## TASK BRIEF:
Look through the data below and show every line that includes "Брянский".

---------- SUPPLIED ENTRIES ----------

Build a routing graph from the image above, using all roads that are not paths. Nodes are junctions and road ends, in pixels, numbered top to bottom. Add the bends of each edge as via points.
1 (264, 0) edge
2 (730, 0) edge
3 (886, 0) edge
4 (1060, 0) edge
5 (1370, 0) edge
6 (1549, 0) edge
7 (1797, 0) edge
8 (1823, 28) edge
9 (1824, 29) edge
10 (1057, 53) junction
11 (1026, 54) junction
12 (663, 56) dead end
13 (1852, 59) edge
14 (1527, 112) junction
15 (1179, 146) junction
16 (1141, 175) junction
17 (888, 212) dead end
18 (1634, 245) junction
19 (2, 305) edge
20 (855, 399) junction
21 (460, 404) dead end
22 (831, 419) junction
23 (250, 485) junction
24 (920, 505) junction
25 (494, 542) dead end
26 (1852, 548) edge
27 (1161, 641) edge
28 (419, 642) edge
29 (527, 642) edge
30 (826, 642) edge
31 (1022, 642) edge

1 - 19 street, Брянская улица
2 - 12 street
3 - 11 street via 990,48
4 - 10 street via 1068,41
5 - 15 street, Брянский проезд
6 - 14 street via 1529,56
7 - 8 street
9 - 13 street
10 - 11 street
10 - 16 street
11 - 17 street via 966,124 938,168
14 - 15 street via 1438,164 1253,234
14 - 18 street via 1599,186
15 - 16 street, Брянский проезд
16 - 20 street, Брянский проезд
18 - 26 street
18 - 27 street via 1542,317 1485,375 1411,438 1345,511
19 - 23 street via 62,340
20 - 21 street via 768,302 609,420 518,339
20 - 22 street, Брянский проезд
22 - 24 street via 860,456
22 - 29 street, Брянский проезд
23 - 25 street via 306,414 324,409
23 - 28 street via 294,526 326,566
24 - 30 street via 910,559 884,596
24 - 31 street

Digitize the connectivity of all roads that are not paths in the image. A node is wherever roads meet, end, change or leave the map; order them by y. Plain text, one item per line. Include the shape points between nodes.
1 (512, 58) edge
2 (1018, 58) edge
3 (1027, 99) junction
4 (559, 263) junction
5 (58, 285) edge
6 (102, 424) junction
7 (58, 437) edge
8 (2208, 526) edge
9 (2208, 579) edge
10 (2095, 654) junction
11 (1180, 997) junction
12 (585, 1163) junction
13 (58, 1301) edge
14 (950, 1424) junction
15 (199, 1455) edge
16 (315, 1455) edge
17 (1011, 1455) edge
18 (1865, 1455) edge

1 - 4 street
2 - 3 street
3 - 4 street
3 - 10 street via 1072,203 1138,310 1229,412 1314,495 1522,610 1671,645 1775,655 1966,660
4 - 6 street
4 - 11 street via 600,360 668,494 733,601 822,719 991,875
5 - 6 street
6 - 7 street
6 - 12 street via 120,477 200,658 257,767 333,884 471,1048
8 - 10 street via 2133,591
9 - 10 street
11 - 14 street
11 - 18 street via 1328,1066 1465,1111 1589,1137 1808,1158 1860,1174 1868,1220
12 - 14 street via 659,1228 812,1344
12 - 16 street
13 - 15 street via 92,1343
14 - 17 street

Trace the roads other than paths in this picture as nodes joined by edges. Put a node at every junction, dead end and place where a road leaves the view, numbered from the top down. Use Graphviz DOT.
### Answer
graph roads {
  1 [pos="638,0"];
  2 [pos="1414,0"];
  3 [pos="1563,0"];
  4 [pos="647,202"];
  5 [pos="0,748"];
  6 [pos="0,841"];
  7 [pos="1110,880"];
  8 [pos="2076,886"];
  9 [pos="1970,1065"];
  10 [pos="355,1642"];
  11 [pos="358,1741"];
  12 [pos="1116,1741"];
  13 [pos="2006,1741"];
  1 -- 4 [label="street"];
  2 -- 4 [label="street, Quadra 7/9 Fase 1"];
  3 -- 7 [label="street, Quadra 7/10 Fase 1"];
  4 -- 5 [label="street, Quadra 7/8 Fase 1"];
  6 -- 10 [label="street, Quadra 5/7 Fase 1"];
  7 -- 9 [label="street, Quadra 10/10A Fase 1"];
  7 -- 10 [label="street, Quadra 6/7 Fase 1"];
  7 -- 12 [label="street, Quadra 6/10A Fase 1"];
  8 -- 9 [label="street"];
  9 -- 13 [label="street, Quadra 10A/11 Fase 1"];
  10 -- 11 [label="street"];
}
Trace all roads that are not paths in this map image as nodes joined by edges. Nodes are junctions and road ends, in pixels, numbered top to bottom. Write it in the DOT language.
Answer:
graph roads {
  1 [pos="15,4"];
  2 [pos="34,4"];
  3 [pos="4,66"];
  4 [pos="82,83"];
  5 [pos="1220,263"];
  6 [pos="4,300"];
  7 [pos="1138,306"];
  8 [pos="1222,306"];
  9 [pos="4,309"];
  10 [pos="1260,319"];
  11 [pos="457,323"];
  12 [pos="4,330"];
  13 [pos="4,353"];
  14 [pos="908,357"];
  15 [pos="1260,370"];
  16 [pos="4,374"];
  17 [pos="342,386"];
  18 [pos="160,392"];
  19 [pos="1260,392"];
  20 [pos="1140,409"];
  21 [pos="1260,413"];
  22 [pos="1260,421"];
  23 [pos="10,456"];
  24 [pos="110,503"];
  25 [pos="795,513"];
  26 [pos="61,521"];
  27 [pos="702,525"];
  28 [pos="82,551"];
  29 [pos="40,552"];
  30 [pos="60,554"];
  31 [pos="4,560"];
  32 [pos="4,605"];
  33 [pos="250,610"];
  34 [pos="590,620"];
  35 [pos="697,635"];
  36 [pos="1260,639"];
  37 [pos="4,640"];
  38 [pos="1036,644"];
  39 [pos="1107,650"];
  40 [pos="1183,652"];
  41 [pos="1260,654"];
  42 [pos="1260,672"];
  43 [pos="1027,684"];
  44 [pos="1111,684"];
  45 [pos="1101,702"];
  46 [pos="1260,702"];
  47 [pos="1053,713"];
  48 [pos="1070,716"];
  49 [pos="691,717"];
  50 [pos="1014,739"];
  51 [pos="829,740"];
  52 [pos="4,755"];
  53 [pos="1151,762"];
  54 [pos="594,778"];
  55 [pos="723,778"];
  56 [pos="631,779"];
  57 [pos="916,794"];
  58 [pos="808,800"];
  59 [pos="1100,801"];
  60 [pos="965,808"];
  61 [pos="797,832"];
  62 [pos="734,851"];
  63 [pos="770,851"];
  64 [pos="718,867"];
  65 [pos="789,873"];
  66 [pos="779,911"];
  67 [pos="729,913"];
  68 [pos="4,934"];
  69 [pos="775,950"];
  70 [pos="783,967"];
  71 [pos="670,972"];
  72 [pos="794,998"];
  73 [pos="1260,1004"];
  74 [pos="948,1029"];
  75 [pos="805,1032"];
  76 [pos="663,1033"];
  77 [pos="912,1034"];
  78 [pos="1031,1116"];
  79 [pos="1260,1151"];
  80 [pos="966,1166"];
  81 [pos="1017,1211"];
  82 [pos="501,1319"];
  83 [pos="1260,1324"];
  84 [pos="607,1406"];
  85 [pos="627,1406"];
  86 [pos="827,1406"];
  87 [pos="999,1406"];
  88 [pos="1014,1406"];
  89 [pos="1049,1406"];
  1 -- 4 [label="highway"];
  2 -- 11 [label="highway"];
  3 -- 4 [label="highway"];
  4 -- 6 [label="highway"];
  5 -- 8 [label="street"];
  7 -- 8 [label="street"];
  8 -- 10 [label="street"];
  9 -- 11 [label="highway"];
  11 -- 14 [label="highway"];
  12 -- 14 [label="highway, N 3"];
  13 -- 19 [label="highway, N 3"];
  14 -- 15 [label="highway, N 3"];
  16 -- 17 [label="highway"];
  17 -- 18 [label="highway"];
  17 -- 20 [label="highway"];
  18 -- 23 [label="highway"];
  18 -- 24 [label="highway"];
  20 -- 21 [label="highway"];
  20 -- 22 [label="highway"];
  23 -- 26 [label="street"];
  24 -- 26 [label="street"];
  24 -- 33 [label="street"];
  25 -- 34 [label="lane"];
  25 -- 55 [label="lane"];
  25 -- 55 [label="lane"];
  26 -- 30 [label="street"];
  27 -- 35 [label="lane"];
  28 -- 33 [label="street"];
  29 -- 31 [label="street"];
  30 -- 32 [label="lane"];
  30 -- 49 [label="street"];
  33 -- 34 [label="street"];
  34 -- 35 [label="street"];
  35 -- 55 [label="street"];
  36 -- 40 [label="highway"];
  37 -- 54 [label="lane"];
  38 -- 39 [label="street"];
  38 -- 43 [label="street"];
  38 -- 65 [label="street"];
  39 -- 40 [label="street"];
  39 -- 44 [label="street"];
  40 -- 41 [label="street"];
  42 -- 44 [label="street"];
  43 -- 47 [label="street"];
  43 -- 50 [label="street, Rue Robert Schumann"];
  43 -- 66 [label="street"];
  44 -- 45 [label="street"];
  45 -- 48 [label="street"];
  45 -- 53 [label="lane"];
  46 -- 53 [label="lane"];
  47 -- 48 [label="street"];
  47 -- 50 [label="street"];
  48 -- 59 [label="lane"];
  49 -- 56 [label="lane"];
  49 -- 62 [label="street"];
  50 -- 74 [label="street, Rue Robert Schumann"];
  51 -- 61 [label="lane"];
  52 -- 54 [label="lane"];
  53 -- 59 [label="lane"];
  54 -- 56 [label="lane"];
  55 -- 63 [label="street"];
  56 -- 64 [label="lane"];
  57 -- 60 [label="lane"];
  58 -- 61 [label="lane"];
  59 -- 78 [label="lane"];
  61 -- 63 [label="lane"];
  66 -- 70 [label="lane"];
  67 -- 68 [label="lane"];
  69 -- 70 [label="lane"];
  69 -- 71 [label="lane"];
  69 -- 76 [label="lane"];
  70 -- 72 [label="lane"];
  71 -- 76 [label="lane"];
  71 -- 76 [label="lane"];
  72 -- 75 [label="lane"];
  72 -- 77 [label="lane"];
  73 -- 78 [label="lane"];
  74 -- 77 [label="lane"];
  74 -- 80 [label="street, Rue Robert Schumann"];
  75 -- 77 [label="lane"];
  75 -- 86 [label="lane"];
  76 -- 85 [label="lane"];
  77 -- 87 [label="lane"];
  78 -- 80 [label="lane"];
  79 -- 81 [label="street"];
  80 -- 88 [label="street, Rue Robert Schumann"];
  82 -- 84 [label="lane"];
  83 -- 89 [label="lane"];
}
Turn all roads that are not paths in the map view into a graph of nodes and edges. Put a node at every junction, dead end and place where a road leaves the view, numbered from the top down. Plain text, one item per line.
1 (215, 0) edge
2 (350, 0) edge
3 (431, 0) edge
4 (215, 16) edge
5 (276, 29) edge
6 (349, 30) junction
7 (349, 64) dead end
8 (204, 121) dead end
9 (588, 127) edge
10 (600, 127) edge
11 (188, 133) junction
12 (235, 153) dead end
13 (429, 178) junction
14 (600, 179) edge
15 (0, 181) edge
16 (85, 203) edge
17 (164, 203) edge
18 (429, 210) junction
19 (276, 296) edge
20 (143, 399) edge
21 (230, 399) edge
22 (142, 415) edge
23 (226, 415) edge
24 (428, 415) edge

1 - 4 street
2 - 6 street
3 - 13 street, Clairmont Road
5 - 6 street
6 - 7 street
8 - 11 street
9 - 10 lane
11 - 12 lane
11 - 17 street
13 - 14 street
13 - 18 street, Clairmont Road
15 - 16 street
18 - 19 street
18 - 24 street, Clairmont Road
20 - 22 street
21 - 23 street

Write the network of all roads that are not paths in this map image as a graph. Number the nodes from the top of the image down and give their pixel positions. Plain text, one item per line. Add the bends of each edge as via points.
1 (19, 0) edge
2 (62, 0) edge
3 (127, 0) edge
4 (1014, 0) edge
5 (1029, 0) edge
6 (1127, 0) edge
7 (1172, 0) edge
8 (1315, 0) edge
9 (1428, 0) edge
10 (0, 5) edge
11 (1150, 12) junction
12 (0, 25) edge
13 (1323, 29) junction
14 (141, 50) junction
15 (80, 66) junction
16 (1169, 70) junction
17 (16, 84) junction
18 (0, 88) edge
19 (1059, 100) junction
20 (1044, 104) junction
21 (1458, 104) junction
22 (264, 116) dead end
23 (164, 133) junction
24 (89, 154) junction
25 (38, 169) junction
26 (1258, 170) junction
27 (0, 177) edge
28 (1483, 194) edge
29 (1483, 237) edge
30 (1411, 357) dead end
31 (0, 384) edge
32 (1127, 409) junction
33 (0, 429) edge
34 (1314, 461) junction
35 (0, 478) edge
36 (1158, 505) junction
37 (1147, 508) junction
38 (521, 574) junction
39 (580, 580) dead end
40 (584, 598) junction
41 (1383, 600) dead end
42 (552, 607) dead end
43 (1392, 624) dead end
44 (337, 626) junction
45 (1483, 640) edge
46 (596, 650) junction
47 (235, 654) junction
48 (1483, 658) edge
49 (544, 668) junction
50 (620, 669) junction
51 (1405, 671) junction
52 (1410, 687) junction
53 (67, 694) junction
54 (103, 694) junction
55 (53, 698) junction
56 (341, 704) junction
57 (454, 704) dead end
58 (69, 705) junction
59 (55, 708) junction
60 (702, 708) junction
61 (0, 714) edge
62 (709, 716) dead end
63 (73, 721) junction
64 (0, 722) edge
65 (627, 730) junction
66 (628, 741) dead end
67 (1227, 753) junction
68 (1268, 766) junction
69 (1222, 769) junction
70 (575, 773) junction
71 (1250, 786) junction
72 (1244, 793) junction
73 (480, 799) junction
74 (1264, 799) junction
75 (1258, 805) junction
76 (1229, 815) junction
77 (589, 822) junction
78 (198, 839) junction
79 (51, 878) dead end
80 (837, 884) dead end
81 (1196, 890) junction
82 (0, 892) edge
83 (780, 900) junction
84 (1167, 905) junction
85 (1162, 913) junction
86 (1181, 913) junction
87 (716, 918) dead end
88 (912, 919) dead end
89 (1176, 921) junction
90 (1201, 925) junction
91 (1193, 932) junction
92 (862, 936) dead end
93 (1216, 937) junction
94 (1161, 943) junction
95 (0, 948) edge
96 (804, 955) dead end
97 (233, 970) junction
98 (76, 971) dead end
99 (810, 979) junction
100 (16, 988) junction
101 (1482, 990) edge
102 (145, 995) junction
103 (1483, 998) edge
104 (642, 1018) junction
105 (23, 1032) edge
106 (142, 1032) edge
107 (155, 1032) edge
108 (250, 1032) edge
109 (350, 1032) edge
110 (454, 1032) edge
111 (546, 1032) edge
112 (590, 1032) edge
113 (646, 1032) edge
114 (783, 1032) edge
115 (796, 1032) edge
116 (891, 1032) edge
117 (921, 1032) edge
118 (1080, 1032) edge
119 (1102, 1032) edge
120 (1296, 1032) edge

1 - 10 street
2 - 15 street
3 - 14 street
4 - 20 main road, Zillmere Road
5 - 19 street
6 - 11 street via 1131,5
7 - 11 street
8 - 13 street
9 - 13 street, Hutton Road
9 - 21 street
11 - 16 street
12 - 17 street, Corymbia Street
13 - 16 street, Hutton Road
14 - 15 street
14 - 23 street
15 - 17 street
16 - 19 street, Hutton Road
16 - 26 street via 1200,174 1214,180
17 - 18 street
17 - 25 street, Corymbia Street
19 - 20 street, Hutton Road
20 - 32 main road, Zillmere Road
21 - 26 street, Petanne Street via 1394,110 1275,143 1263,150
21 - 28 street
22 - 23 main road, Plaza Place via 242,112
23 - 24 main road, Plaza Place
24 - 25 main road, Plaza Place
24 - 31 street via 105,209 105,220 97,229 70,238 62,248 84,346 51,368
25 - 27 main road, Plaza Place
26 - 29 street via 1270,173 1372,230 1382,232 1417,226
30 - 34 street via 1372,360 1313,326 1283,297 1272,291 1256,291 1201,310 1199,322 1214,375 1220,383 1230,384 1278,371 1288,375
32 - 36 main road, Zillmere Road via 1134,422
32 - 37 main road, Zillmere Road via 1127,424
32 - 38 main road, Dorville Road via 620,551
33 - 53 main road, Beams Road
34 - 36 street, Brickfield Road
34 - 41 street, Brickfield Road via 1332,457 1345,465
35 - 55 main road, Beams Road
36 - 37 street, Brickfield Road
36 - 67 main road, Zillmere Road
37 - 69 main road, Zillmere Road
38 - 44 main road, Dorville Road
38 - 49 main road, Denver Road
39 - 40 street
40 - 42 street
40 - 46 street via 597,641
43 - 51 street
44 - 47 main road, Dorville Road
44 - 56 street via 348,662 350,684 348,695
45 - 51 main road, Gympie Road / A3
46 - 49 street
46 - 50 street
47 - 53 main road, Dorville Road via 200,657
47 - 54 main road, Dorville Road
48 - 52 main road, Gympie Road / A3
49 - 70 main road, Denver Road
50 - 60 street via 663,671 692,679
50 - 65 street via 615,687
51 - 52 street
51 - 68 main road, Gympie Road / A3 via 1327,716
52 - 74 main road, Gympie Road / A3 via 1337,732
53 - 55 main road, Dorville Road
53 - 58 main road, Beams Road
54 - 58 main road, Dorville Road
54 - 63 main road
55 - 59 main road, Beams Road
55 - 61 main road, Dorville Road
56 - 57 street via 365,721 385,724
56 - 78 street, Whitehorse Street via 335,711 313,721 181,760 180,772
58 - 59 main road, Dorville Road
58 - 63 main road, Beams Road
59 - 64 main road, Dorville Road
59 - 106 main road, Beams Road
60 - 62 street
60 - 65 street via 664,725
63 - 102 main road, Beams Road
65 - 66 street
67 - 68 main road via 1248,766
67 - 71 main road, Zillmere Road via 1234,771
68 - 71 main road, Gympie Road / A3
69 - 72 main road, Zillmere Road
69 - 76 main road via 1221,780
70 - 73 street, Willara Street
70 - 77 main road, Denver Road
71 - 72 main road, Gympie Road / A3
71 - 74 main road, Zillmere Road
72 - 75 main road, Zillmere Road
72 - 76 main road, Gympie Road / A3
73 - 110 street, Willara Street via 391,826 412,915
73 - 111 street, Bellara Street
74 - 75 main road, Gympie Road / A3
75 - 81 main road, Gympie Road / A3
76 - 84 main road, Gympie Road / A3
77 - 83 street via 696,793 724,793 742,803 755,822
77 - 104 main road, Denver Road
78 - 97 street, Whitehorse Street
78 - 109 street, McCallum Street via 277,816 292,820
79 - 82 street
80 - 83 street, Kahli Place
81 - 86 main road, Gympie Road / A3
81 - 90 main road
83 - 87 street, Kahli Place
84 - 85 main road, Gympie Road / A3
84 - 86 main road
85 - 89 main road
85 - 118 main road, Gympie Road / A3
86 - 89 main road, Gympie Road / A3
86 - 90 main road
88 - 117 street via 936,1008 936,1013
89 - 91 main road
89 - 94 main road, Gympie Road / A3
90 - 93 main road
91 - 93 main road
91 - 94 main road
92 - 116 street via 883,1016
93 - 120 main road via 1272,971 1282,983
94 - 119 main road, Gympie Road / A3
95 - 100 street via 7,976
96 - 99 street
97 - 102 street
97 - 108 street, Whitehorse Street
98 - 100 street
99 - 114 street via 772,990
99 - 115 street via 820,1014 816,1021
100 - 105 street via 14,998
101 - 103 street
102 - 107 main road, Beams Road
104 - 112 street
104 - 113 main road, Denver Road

----------

## RESPONSE TO THIS EXERCISE:
5 - 15 street, Брянский проезд
15 - 16 street, Брянский проезд
16 - 20 street, Брянский проезд
20 - 22 street, Брянский проезд
22 - 29 street, Брянский проезд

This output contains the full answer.